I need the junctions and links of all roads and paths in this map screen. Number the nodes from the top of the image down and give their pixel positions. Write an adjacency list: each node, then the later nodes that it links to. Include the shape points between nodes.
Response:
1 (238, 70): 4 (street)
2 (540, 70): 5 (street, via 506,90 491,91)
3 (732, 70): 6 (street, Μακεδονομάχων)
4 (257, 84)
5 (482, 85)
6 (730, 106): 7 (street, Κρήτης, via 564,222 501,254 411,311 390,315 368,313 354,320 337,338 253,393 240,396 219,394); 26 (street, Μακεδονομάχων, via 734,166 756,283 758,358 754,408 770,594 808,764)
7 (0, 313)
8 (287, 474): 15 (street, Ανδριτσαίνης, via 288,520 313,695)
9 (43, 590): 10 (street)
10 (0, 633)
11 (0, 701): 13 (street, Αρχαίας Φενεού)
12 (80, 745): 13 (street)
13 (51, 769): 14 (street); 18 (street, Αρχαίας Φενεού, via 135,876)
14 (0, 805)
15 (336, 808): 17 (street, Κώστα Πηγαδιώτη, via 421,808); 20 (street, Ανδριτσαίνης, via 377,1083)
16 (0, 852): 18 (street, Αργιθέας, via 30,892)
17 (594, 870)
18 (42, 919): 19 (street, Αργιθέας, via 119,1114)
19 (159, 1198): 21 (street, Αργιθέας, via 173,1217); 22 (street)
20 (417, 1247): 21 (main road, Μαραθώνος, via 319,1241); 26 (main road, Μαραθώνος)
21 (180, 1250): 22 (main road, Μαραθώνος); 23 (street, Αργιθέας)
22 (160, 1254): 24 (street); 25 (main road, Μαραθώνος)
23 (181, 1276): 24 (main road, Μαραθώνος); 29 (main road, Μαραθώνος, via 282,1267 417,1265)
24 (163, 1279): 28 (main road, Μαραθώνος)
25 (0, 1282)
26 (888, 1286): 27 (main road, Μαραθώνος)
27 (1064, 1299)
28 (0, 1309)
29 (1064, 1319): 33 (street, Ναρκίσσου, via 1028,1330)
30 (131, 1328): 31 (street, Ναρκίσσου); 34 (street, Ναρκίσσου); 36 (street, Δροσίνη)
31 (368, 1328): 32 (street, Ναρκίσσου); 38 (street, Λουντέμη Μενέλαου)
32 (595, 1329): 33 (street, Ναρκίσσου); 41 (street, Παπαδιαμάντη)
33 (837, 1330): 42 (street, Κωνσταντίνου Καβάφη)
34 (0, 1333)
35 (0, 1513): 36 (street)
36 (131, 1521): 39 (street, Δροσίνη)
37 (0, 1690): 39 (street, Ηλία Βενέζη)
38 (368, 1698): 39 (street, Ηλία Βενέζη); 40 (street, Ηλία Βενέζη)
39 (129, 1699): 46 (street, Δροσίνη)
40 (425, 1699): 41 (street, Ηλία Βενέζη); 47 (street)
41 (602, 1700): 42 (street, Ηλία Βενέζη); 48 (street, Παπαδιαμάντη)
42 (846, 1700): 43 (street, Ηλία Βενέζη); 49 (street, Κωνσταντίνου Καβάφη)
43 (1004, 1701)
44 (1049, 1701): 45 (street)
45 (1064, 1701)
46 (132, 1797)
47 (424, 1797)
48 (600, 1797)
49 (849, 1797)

→ What to do: Copy each line of the listing verbatim.

→ Exercise solution:
I need the junctions and links of all roads and paths in this map screen. Number the nodes from the top of the image down and give their pixel positions. Write an adjacency list: each node, then the later nodes that it links to. Include the shape points between nodes.
Response:
1 (238, 70): 4 (street)
2 (540, 70): 5 (street, via 506,90 491,91)
3 (732, 70): 6 (street, Μακεδονομάχων)
4 (257, 84)
5 (482, 85)
6 (730, 106): 7 (street, Κρήτης, via 564,222 501,254 411,311 390,315 368,313 354,320 337,338 253,393 240,396 219,394); 26 (street, Μακεδονομάχων, via 734,166 756,283 758,358 754,408 770,594 808,764)
7 (0, 313)
8 (287, 474): 15 (street, Ανδριτσαίνης, via 288,520 313,695)
9 (43, 590): 10 (street)
10 (0, 633)
11 (0, 701): 13 (street, Αρχαίας Φενεού)
12 (80, 745): 13 (street)
13 (51, 769): 14 (street); 18 (street, Αρχαίας Φενεού, via 135,876)
14 (0, 805)
15 (336, 808): 17 (street, Κώστα Πηγαδιώτη, via 421,808); 20 (street, Ανδριτσαίνης, via 377,1083)
16 (0, 852): 18 (street, Αργιθέας, via 30,892)
17 (594, 870)
18 (42, 919): 19 (street, Αργιθέας, via 119,1114)
19 (159, 1198): 21 (street, Αργιθέας, via 173,1217); 22 (street)
20 (417, 1247): 21 (main road, Μαραθώνος, via 319,1241); 26 (main road, Μαραθώνος)
21 (180, 1250): 22 (main road, Μαραθώνος); 23 (street, Αργιθέας)
22 (160, 1254): 24 (street); 25 (main road, Μαραθώνος)
23 (181, 1276): 24 (main road, Μαραθώνος); 29 (main road, Μαραθώνος, via 282,1267 417,1265)
24 (163, 1279): 28 (main road, Μαραθώνος)
25 (0, 1282)
26 (888, 1286): 27 (main road, Μαραθώνος)
27 (1064, 1299)
28 (0, 1309)
29 (1064, 1319): 33 (street, Ναρκίσσου, via 1028,1330)
30 (131, 1328): 31 (street, Ναρκίσσου); 34 (street, Ναρκίσσου); 36 (street, Δροσίνη)
31 (368, 1328): 32 (street, Ναρκίσσου); 38 (street, Λουντέμη Μενέλαου)
32 (595, 1329): 33 (street, Ναρκίσσου); 41 (street, Παπαδιαμάντη)
33 (837, 1330): 42 (street, Κωνσταντίνου Καβάφη)
34 (0, 1333)
35 (0, 1513): 36 (street)
36 (131, 1521): 39 (street, Δροσίνη)
37 (0, 1690): 39 (street, Ηλία Βενέζη)
38 (368, 1698): 39 (street, Ηλία Βενέζη); 40 (street, Ηλία Βενέζη)
39 (129, 1699): 46 (street, Δροσίνη)
40 (425, 1699): 41 (street, Ηλία Βενέζη); 47 (street)
41 (602, 1700): 42 (street, Ηλία Βενέζη); 48 (street, Παπαδιαμάντη)
42 (846, 1700): 43 (street, Ηλία Βενέζη); 49 (street, Κωνσταντίνου Καβάφη)
43 (1004, 1701)
44 (1049, 1701): 45 (street)
45 (1064, 1701)
46 (132, 1797)
47 (424, 1797)
48 (600, 1797)
49 (849, 1797)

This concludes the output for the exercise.